## Required action
Could each entry below be written out exactly, with every picture dropped?

--*--

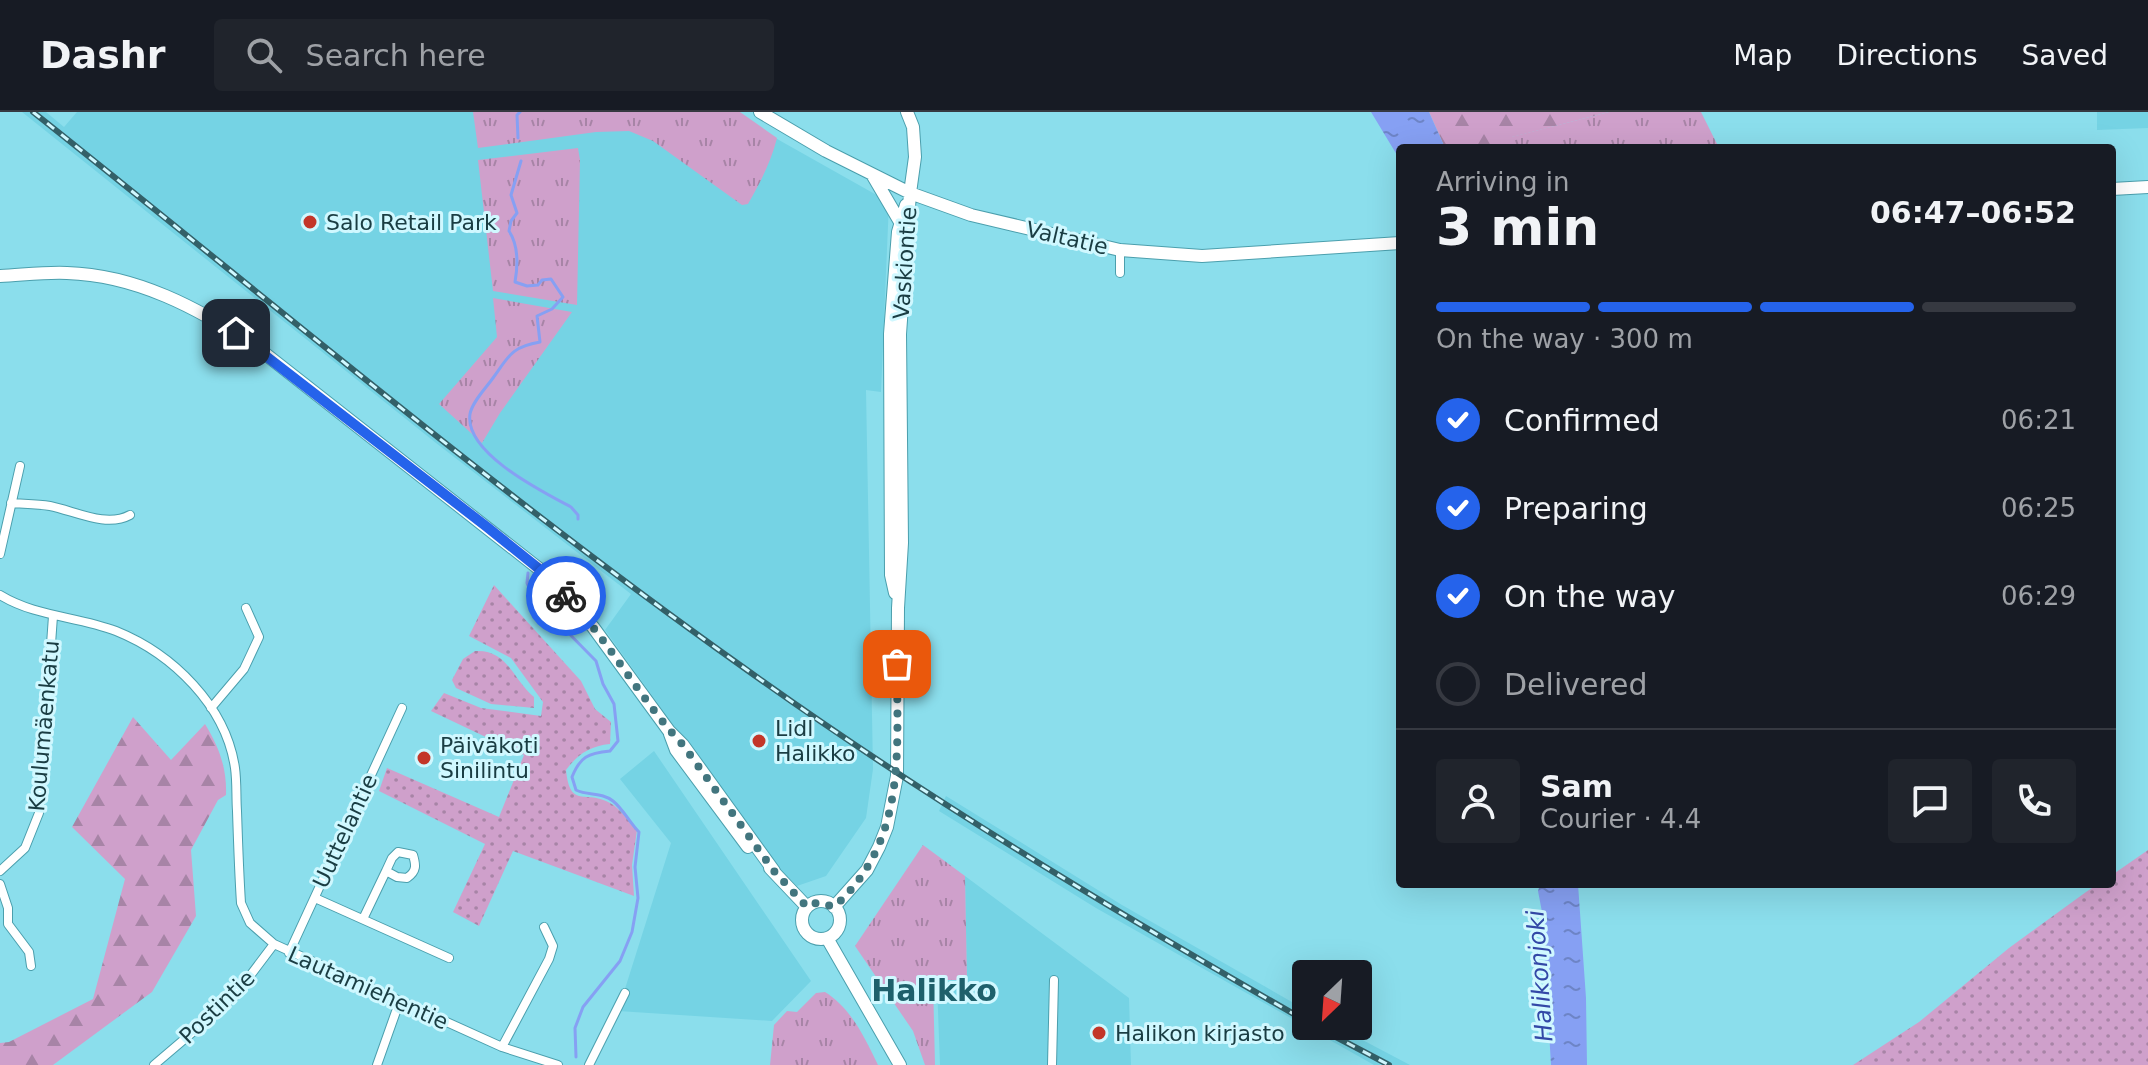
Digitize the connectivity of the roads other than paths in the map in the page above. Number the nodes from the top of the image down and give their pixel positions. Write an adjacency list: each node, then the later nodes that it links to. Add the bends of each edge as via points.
1 (760, 112): 3 (main road, Valtatie)
2 (907, 112): 6 (main road, via 915,157)
3 (873, 176): 6 (main road, Valtatie); 7 (main road)
4 (2148, 187): 5 (main road)
5 (2116, 189)
6 (910, 193): 7 (main road, Vaskiontie); 9 (main road, Valtatie, via 984,218); 18 (main road, Vaskiontie, via 900,334)
7 (900, 222): 18 (main road, Vaskiontie, via 889,403 891,575)
8 (1396, 243): 9 (main road, Valtatie, via 1202,256)
9 (1120, 250): 10 (street)
10 (1120, 273)
11 (0, 276): 26 (main road, via 108,277 162,293 254,345 538,568 593,627 721,813)
12 (20, 466): 13 (street)
13 (11, 503): 14 (street, via 108,520); 15 (street)
14 (130, 515)
15 (0, 554)
16 (0, 596): 19 (street, Lautamiehentie)
17 (246, 608): 20 (street, via 259,637 244,669)
18 (898, 608): 27 (main road, Vaskiontie, via 897,776 887,827 867,870)
19 (53, 616): 20 (street, Lautamiehentie, via 106,628 154,651 195,686); 22 (street, Koulumäenkatu, via 39,813 25,848)
20 (211, 708): 31 (street, Lautamiehentie, via 227,735 235,768 241,903 250,923)
21 (402, 708): 25 (street, Uuttelantie)
22 (0, 871)
23 (386, 871): 28 (street)
24 (0, 884): 34 (street, via 8,924 29,952)
25 (315, 898): 28 (street); 32 (street, Uuttelantie)
26 (807, 907): 27 (main road, via 818,902); 30 (main road, via 802,919 806,931)
27 (834, 907): 30 (main road, via 839,924)
28 (363, 919): 33 (street)
29 (544, 927): 38 (street, via 553,946 549,959)
30 (827, 938): 43 (main road)
31 (274, 944): 32 (street, Lautamiehentie); 39 (street, Postintie, via 234,997)
32 (289, 953): 37 (street, Lautamiehentie)
33 (449, 958)
34 (31, 966)
35 (1054, 980): 44 (street)
36 (625, 993): 42 (street)
37 (399, 1003): 38 (street, Lautamiehentie); 40 (street)
38 (502, 1047): 41 (street, Lautamiehentie)
39 (154, 1065)
40 (377, 1065)
41 (558, 1065)
42 (589, 1065)
43 (900, 1065)
44 (1052, 1065)

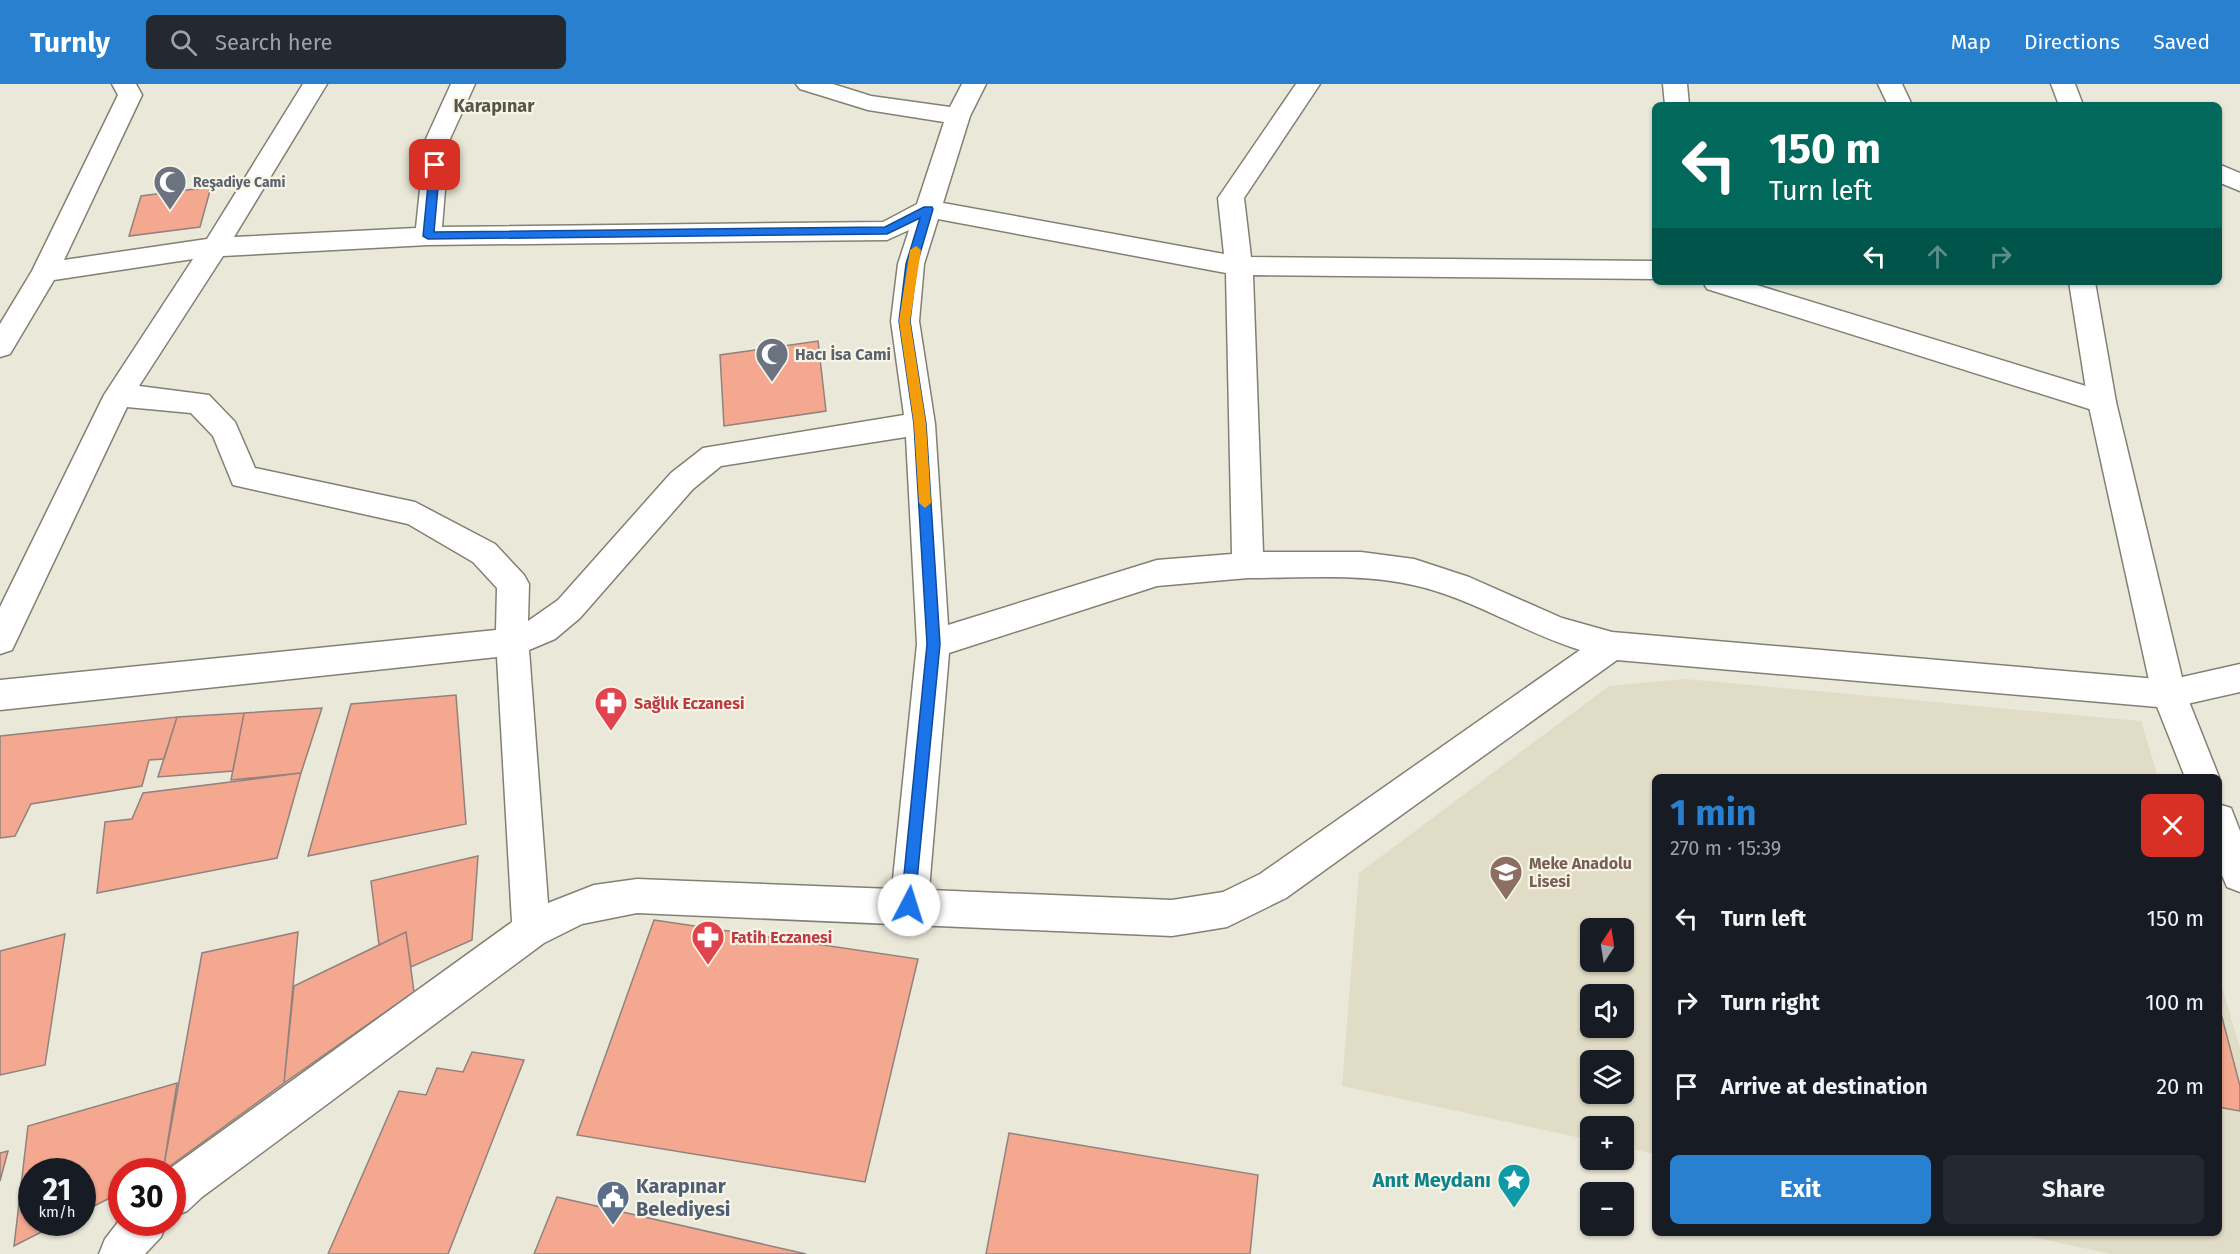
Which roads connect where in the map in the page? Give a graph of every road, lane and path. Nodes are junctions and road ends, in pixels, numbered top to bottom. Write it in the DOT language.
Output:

--*--

## Response to this task
Digitize the connectivity of the roads other than paths in the map in the page above. Number the nodes from the top of the image down and give their pixel positions. Write an adjacency list: each node, then the later nodes that it links to. Add the bends of each edge as via points.
1 (760, 112): 3 (main road, Valtatie)
2 (907, 112): 6 (main road, via 915,157)
3 (873, 176): 6 (main road, Valtatie); 7 (main road)
4 (2148, 187): 5 (main road)
5 (2116, 189)
6 (910, 193): 7 (main road, Vaskiontie); 9 (main road, Valtatie, via 984,218); 18 (main road, Vaskiontie, via 900,334)
7 (900, 222): 18 (main road, Vaskiontie, via 889,403 891,575)
8 (1396, 243): 9 (main road, Valtatie, via 1202,256)
9 (1120, 250): 10 (street)
10 (1120, 273)
11 (0, 276): 26 (main road, via 108,277 162,293 254,345 538,568 593,627 721,813)
12 (20, 466): 13 (street)
13 (11, 503): 14 (street, via 108,520); 15 (street)
14 (130, 515)
15 (0, 554)
16 (0, 596): 19 (street, Lautamiehentie)
17 (246, 608): 20 (street, via 259,637 244,669)
18 (898, 608): 27 (main road, Vaskiontie, via 897,776 887,827 867,870)
19 (53, 616): 20 (street, Lautamiehentie, via 106,628 154,651 195,686); 22 (street, Koulumäenkatu, via 39,813 25,848)
20 (211, 708): 31 (street, Lautamiehentie, via 227,735 235,768 241,903 250,923)
21 (402, 708): 25 (street, Uuttelantie)
22 (0, 871)
23 (386, 871): 28 (street)
24 (0, 884): 34 (street, via 8,924 29,952)
25 (315, 898): 28 (street); 32 (street, Uuttelantie)
26 (807, 907): 27 (main road, via 818,902); 30 (main road, via 802,919 806,931)
27 (834, 907): 30 (main road, via 839,924)
28 (363, 919): 33 (street)
29 (544, 927): 38 (street, via 553,946 549,959)
30 (827, 938): 43 (main road)
31 (274, 944): 32 (street, Lautamiehentie); 39 (street, Postintie, via 234,997)
32 (289, 953): 37 (street, Lautamiehentie)
33 (449, 958)
34 (31, 966)
35 (1054, 980): 44 (street)
36 (625, 993): 42 (street)
37 (399, 1003): 38 (street, Lautamiehentie); 40 (street)
38 (502, 1047): 41 (street, Lautamiehentie)
39 (154, 1065)
40 (377, 1065)
41 (558, 1065)
42 (589, 1065)
43 (900, 1065)
44 (1052, 1065)

Which roads connect where in the map in the page? Give a graph of every road, lane and path. Nodes are junctions and road ends, in pixels, numbered top to bottom. Write it in the DOT language.
Output:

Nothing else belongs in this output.